Collected data entries:

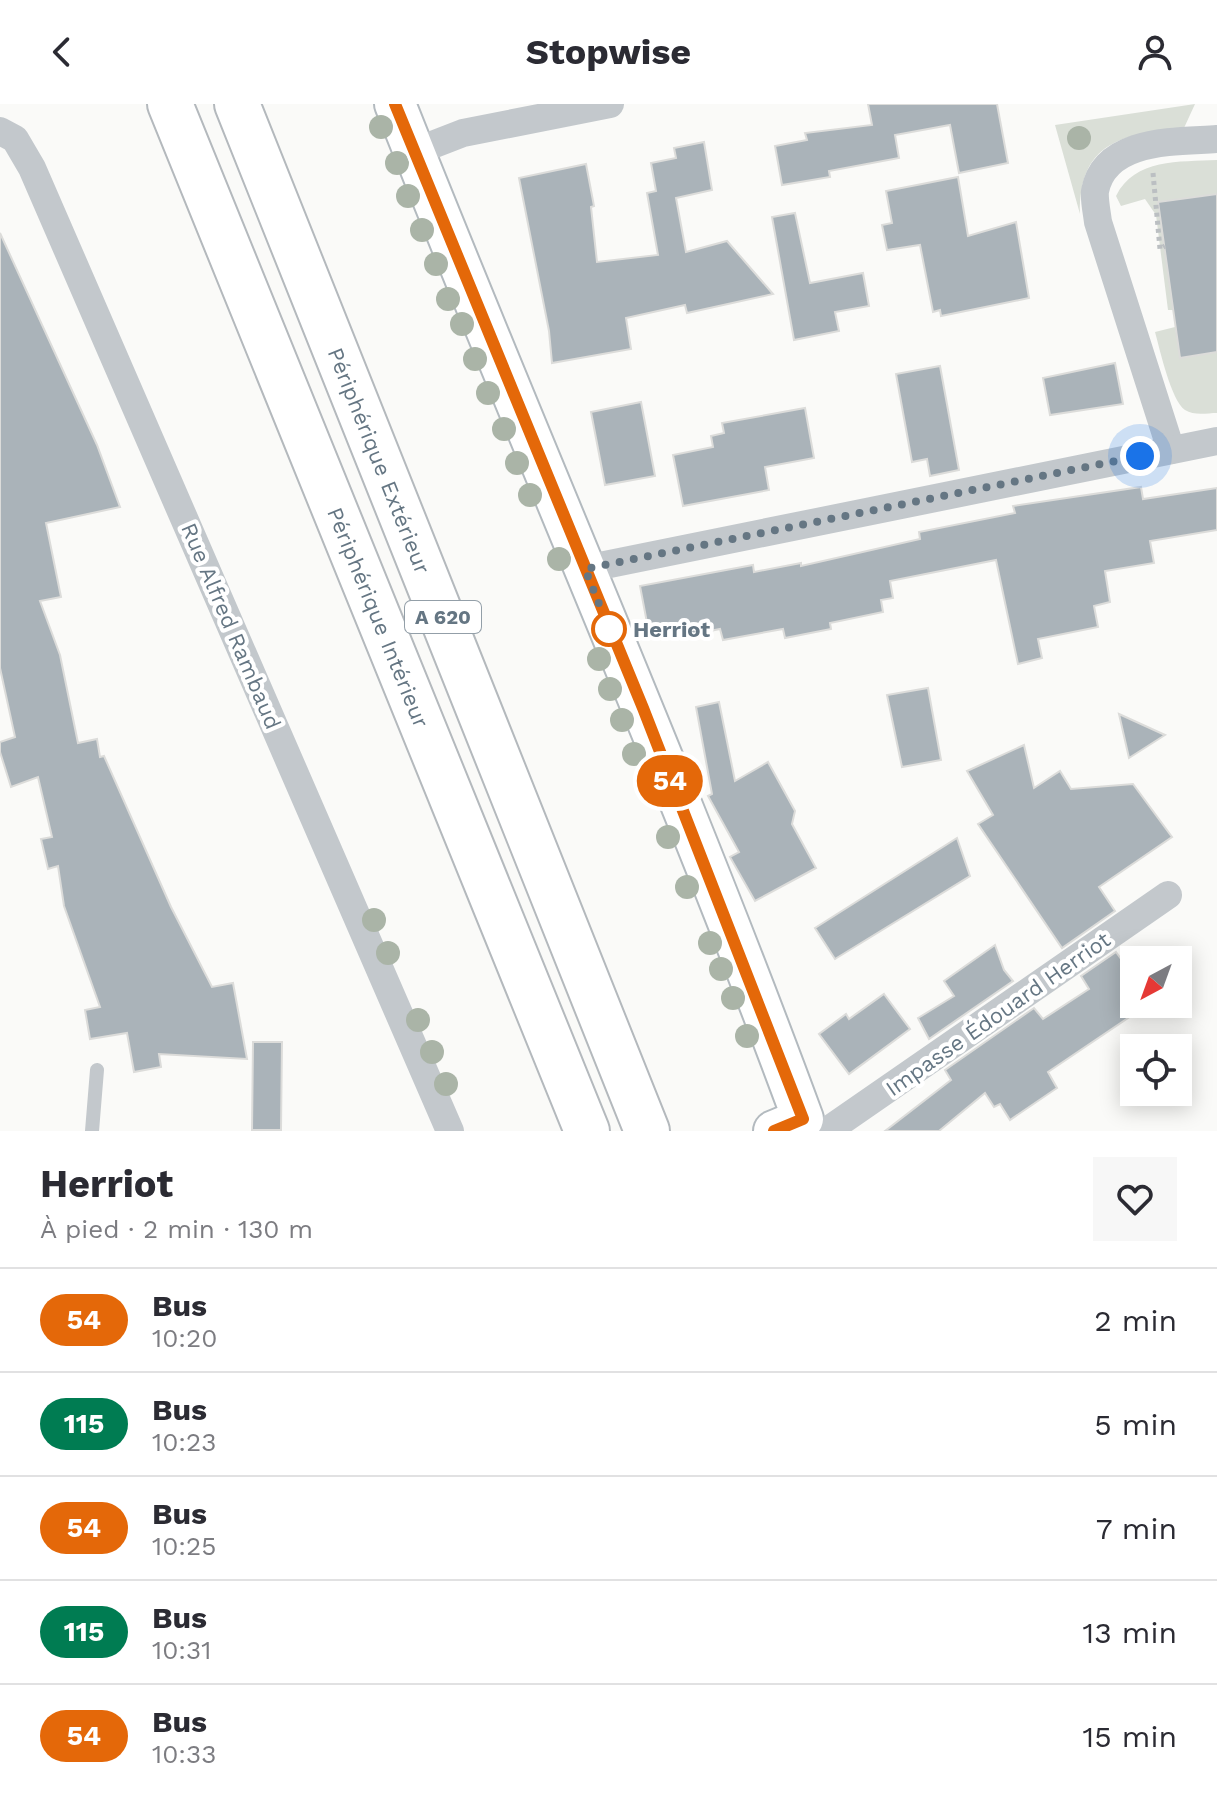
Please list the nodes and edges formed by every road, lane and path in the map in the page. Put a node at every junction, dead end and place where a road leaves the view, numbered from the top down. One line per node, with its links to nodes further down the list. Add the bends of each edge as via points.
1 (170, 104): 18 (highway, Périphérique Intérieur / A 620)
2 (237, 104): 19 (highway, Périphérique Extérieur / A 620)
3 (395, 104): 8 (street)
4 (610, 104): 8 (street, via 463,133)
5 (0, 131): 17 (street, Rue Alfred Rambaud, via 15,139 32,168)
6 (1217, 139): 7 (street)
7 (1154, 144): 9 (path, via 1160,249); 11 (street, via 1128,150 1105,168 1095,191 1098,222)
8 (414, 152): 12 (street)
9 (1165, 246)
10 (1217, 441): 11 (street)
11 (1171, 450): 12 (street)
12 (585, 569): 15 (street)
13 (1168, 895): 15 (street, Impasse Édouard Herriot)
14 (97, 1070): 16 (lane)
15 (803, 1128)
16 (92, 1131)
17 (450, 1131)
18 (587, 1131)
19 (647, 1131)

» **What the task requires**
All of the entries must be reproduced exactly, with no pictures kept.

» **Response**
Please list the nodes and edges formed by every road, lane and path in the map in the page. Put a node at every junction, dead end and place where a road leaves the view, numbered from the top down. One line per node, with its links to nodes further down the list. Add the bends of each edge as via points.
1 (170, 104): 18 (highway, Périphérique Intérieur / A 620)
2 (237, 104): 19 (highway, Périphérique Extérieur / A 620)
3 (395, 104): 8 (street)
4 (610, 104): 8 (street, via 463,133)
5 (0, 131): 17 (street, Rue Alfred Rambaud, via 15,139 32,168)
6 (1217, 139): 7 (street)
7 (1154, 144): 9 (path, via 1160,249); 11 (street, via 1128,150 1105,168 1095,191 1098,222)
8 (414, 152): 12 (street)
9 (1165, 246)
10 (1217, 441): 11 (street)
11 (1171, 450): 12 (street)
12 (585, 569): 15 (street)
13 (1168, 895): 15 (street, Impasse Édouard Herriot)
14 (97, 1070): 16 (lane)
15 (803, 1128)
16 (92, 1131)
17 (450, 1131)
18 (587, 1131)
19 (647, 1131)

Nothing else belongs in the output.